Когда она меня застукала, моя попка примерзла к полу, а альбом придавил колени, словно кирпич. Я насчитала двадцать один удар
До того, как нам придется срочно уносить ноги, оставалось две недели.
Она не вскрикнула. Просто опустилась рядом со мной на колени. Я ощущала, как холод бетона проникает через ее черные колготки, как будто это было мое колено, моя кость.
Я прошептала: «Как ты могла это снимать?»
Она прошептала в ответ: «А зачем ты открыла альбом?»
Затем прижалась губами к моему уху: «Потому что ты такая же, как я».
Когда я это вспоминаю, то и сейчас чувствую мамин палец, играющий гамму на моем позвоночнике.
Она знала.
Знала, что мертвая женщина шла за мной по пятам, когда я поднималась по ступеням, возвращаясь к теплу и свету.
Знала, что вынуждало меня вновь и вновь спускаться в подвал — чувство, будто я должна что-то сделать.
Потому что мертвую женщину на кухонном полу не остановила защелка на мамином фотоальбоме. Женщина шла по пятам не только за мной. Сбросив окровавленные туфельки, она следовала за моей матерью.
Я кладу ладонь на фотографию.
Ладонь прикрывает кучку костей.
Ее имя начинается на «О» или на «Э».
Определенно на гласную.
Она вросла в землю, как забытый обломок кораблекрушения на морском дне.

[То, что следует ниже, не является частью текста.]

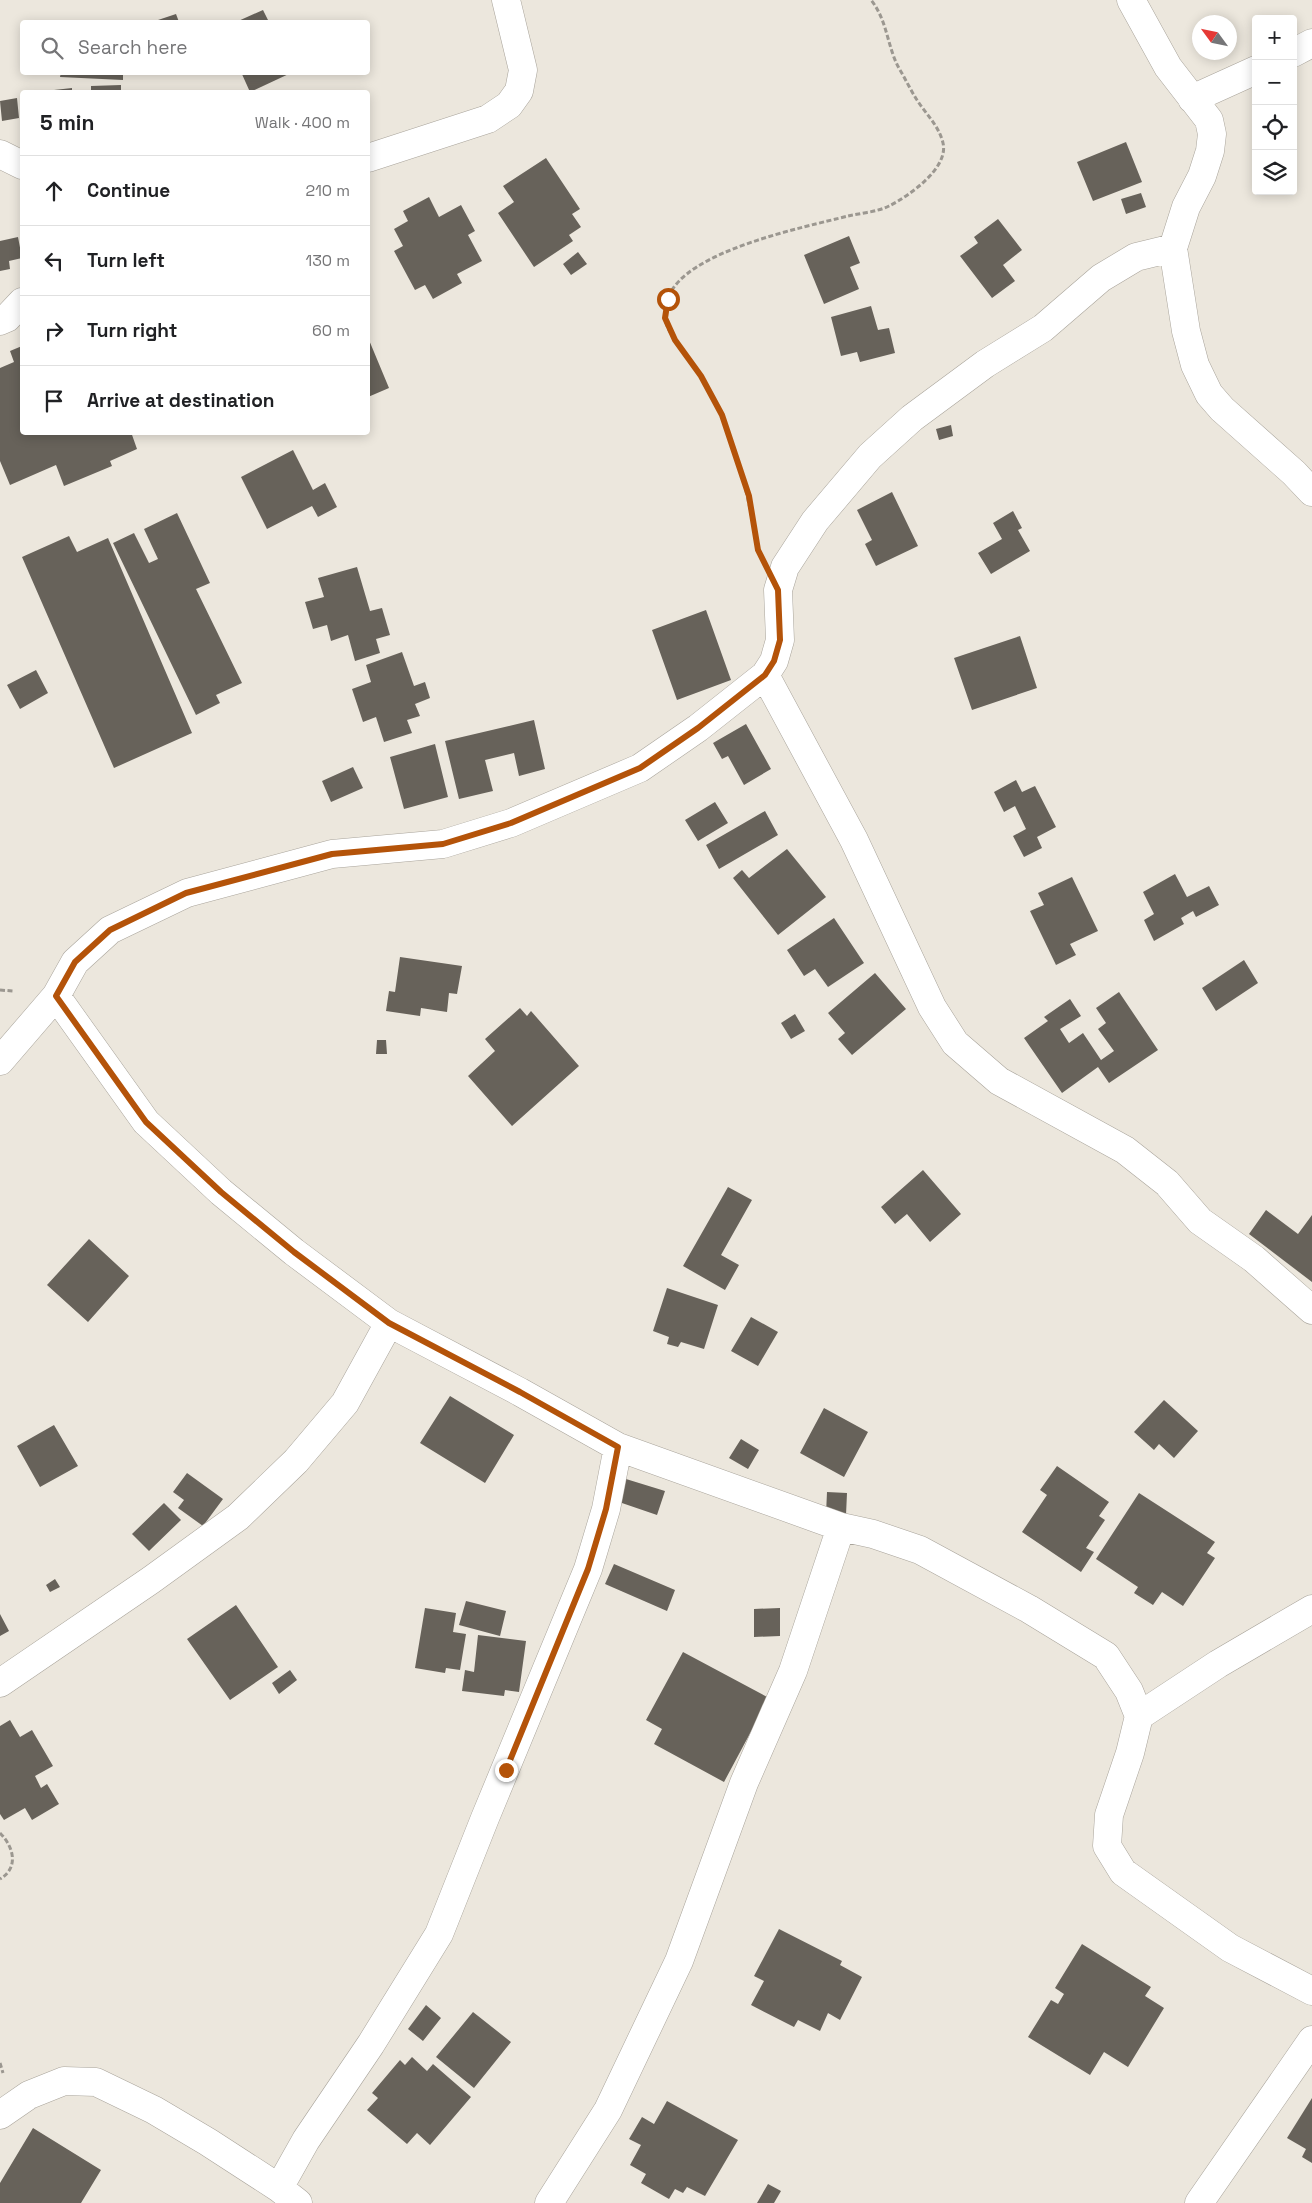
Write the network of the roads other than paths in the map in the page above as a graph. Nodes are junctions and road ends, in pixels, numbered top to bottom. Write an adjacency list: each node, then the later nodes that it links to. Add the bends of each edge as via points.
1 (506, 0): 8 (street, via 523,70 519,91 509,105 488,119)
2 (1131, 0): 6 (street, via 1168,67)
3 (1312, 44): 4 (street)
4 (1297, 51)
5 (1252, 72): 6 (street)
6 (1192, 98): 10 (street, via 1209,120 1212,134 1210,151)
7 (0, 154): 9 (street)
8 (370, 157)
9 (20, 164)
10 (1173, 248): 13 (street, via 1186,331 1195,364 1209,394); 14 (street, via 1136,257 1101,278 1043,328 985,364 912,418 870,456 815,521 785,567 778,590 780,640 774,661)
11 (20, 304): 12 (street)
12 (0, 321)
13 (1312, 492)
14 (765, 675): 15 (street, via 698,728 640,768 511,823 443,844 332,854 186,893 110,930 75,962); 17 (street, via 854,840 932,1007 954,1043 998,1081 1125,1150 1167,1182 1200,1221 1254,1259)
15 (56, 996): 16 (street); 18 (street, via 146,1122 228,1198)
16 (0, 1061)
17 (1312, 1310)
18 (389, 1323): 19 (street); 22 (street, via 345,1403 296,1462 238,1517)
19 (618, 1447): 20 (street); 27 (street, via 606,1509 588,1569 439,1934 371,2044 306,2140)
20 (841, 1527): 23 (street, via 920,1550 1029,1609 1106,1656 1129,1691); 28 (street, via 793,1672 744,1783 679,1961 608,2110)
21 (1312, 1609): 23 (street, via 1218,1664)
22 (0, 1683)
23 (1139, 1716): 24 (street, via 1109,1815 1107,1846 1123,1872 1230,1948)
24 (1312, 1991)
25 (1312, 2040): 29 (street)
26 (0, 2115): 27 (street, via 29,2095 64,2081 96,2082 154,2110)
27 (288, 2195)
28 (549, 2203)
29 (1199, 2203)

Из-за двери доносятся голоса двух мужчин — моего лучшего друга со времен детства, который верит, что я на короткой ноге с призраками, и незнакомца, считающего меня недоразумением. Оба копы. Оба на грани срыва. Я бы не возражала, если бы они ворвались сюда, чтобы с этим покончить и наконец-то решить, продолжать ли мне с девушкой, которая лежит под моими обгрызенными розовыми ногтями.
От стен комнаты для допросов у меня все внутри болит. В последнее время я бываю здесь так часто, что запомнила каждый шрам. Зловещие черные отметины на стенах, царапины от наручников на металле стола, кафельный пол с крупной выбоиной и бурым пятном.
Я разглядываю бледный полумесяц между большим и указательным пальцами — один из девяти шрамов на моем теле. Многовато для двадцативосьмилетней женщины, которая до сих пор не считает себя особенно храброй.
Мой друг Майк, впрочем, уверен в моем бесстрашии. За последнюю пару месяцев он раз пять заманивал меня в эту комнату среди ночи, что не было тайной ни для кого в участке. Я слышала от копов, которые болтали у раковины, пока я сидела в кабинке, как они называют меня между собой.